# British drivers



## Neil (May 7, 2002)

Yes, I know this has been said many times before, but having just driven 500-odd miles over the last few days, I've got to get it off my chest:

Why do so many drivers have absolutely no concept of actually how to drive properly? All this stuff about how speed is the main cause of accidents is rubbish, it's the absolute idiots on the roads in this country.

Over the past few days I've experienced each of these many times:
- at a roundabout, take the left lane to go right
- at a roundabout, take the right lane to go left
- approaching a motorway junction, overtake 3 cars at about 100mph, then slam the brakes on and cut across the 3 lanes to turn off
- sit in the middle lane all day (why do people still do this, it's so f#ckin dangerous, with undertaking, causing other people road rage etc)
- get someone doing 45 on a 60 single carraigeway (fine in itself, I'm not gonna dictate how fast people drive), but then they get to a built-up village and still do 45 all thru the 30 zone
- lane-hopping all over the motorway when it's fairly busy and they think the middle lane might be going slightly faster than the outside lane, and then hop back to the outside when they realise its' not

I'm bored of my own typing now, you fill in the rest, you've all seen the idiots on the road every day of your life:

-
-
-
-
-
-
-

Thanks for listening, I feel better now...


----------



## davidg (Sep 14, 2002)

Fecking middle laners


----------



## newcasTTle (Nov 29, 2002)

middle laners should be summilarliy executed by the road sides by special death squads that i would willingly pay more tax to fund - hmmm... what's the smiley for "serious face"?

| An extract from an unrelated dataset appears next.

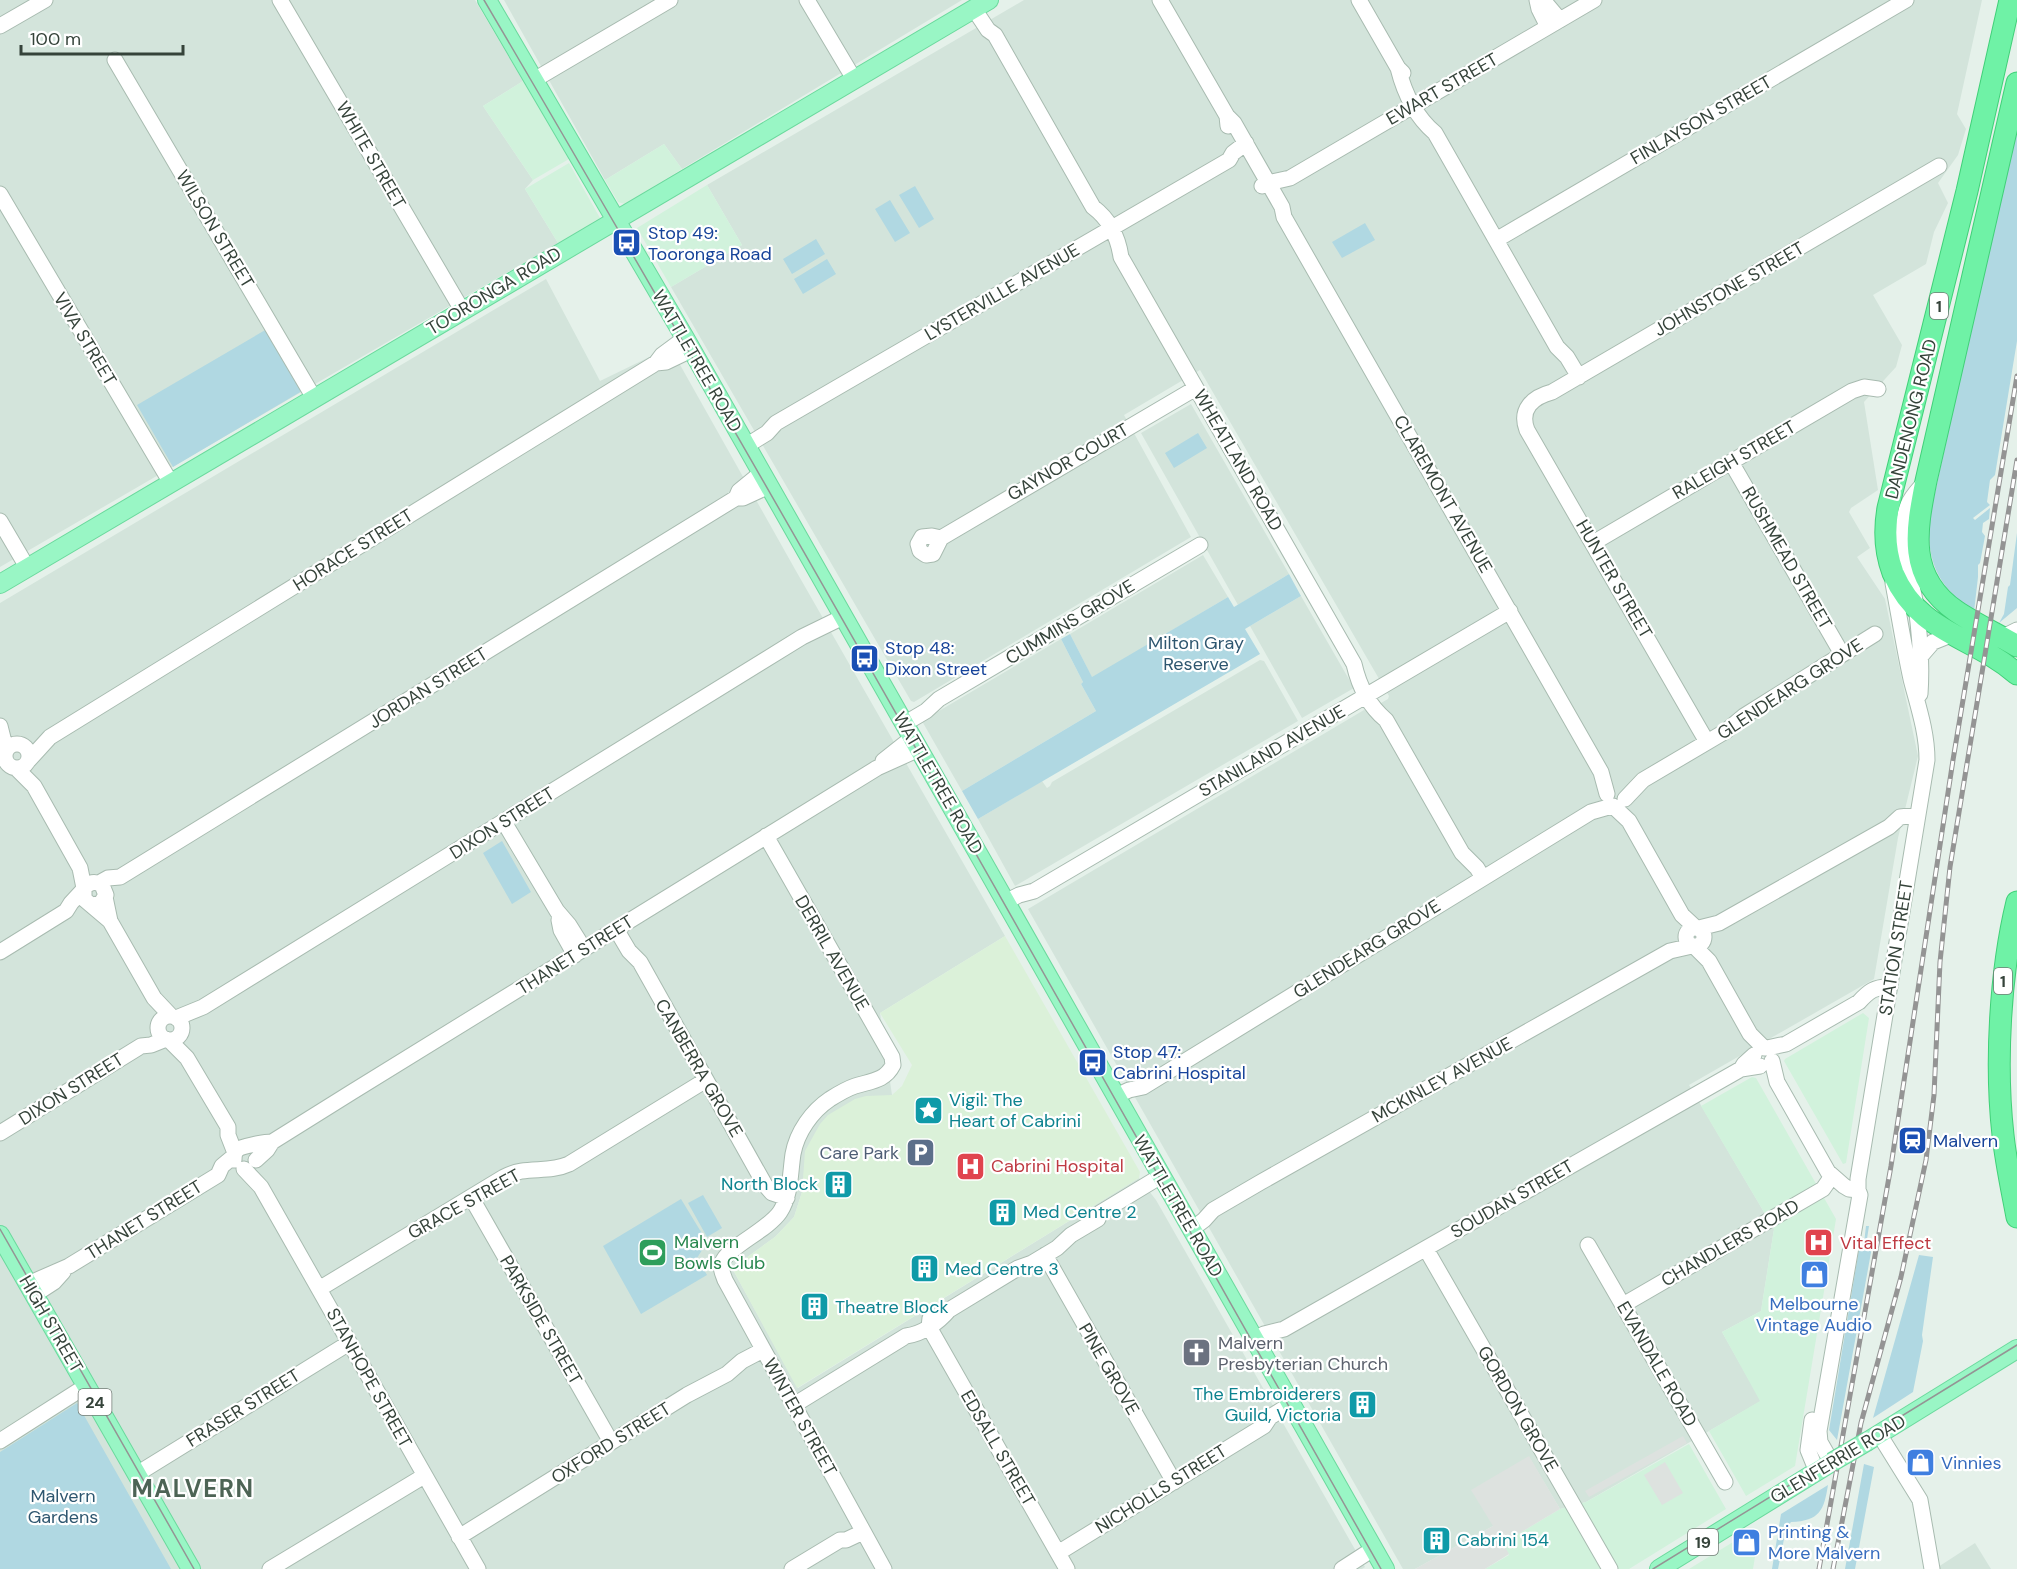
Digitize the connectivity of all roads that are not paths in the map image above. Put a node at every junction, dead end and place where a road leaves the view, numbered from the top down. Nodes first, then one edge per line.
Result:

on this note a friends mum who has recently been widowed was given the following advice by her friends on motorway driving... "get on the motorway & stick to the middle lane, it's alot less effort to not have to pull out around lorries" - what the fuck! my mate wanted to go round and give the wrinklies a good kicking there and then ;D


----------



## Antwerpman (Nov 4, 2002)

Give me a motorway full of british drivers, pleeeeeeeease!!!!

The fuckers over here really have NO idea!!!

Really don't enjoy driving any more!!


----------



## Dubcat (Jun 10, 2002)

Dutch drivers are insane! : They will generally drive 3 inches behind you regardless of the speed you are driving at.


----------



## PaulS (Jun 15, 2002)

> Dutch drivers are insane! Â : Â They will generally drive 3 inches behind you regardless of the speed you are driving at.


I'm not surprised as the traffic in Amsterdam can get so congested Â : ..... at least there's plenty to see Â  

(... windmills, clogs, cheese etc Â  )


----------



## phil (May 7, 2002)

Driving in Amsterdam's scary. The rest of Holland's OK though. 
What annoys me is people who sit in the queue in the outside lane but leave so much distance in front of them that the little wankers who overtake on the inside can pull out in front of them.


----------



## StuarTT (May 7, 2002)

It's not just British drivers that love to hog the middle lane. [smiley=rifle.gif]

It seems to be some kind of compulsion that when the motorway expands to 3 lanes the tossers move into the middle lane. [smiley=smash.gif]

I think we should really fuck them up and expand all motorways to 4 lanes, where would they drive then? [smiley=freak.gif]

Probably dithering back and forwards between lanes 2 and 3 [smiley=juggle.gif]


----------



## phil (May 7, 2002)

> Probably dithering back and forwards between lanes 2 and 3 [smiley=juggle.gif]


Yup. Try the M25.


----------



## StuarTT (May 7, 2002)

> Yup. Try the M25.


Whenever I am on the M25 I spend more time standing still than moving. It got to the point that driving up from Dover and heading straight across London (through the city, etc.) was faster than the so-called London orbital motorway. [smiley=furious3.gif]


----------



## proeliator2001 (Feb 26, 2003)

I'm counting down the days until I can mix it up with Brit drivers again - at least I can second guess them, not so the bastards over here who have a totally lack of common sense, directional control, lane discipline etc etc. Dick heads sit closer than 3 inches behind you in a clapped out Brasilia being held together by rust flashing you out of the way when you're already 20 over the speed limit, ffs.

One example gives you the idea - learner driver in learner school car reversing up dual carrigeway as they missed the junction - a fricking learner........       It takes me all my available will power not to go and buy a fully automatic rifle and waste the sons of bitches, grrrrrrrr


----------



## Guy (May 13, 2002)

My pet hate...................

People who think they can drive ..............


----------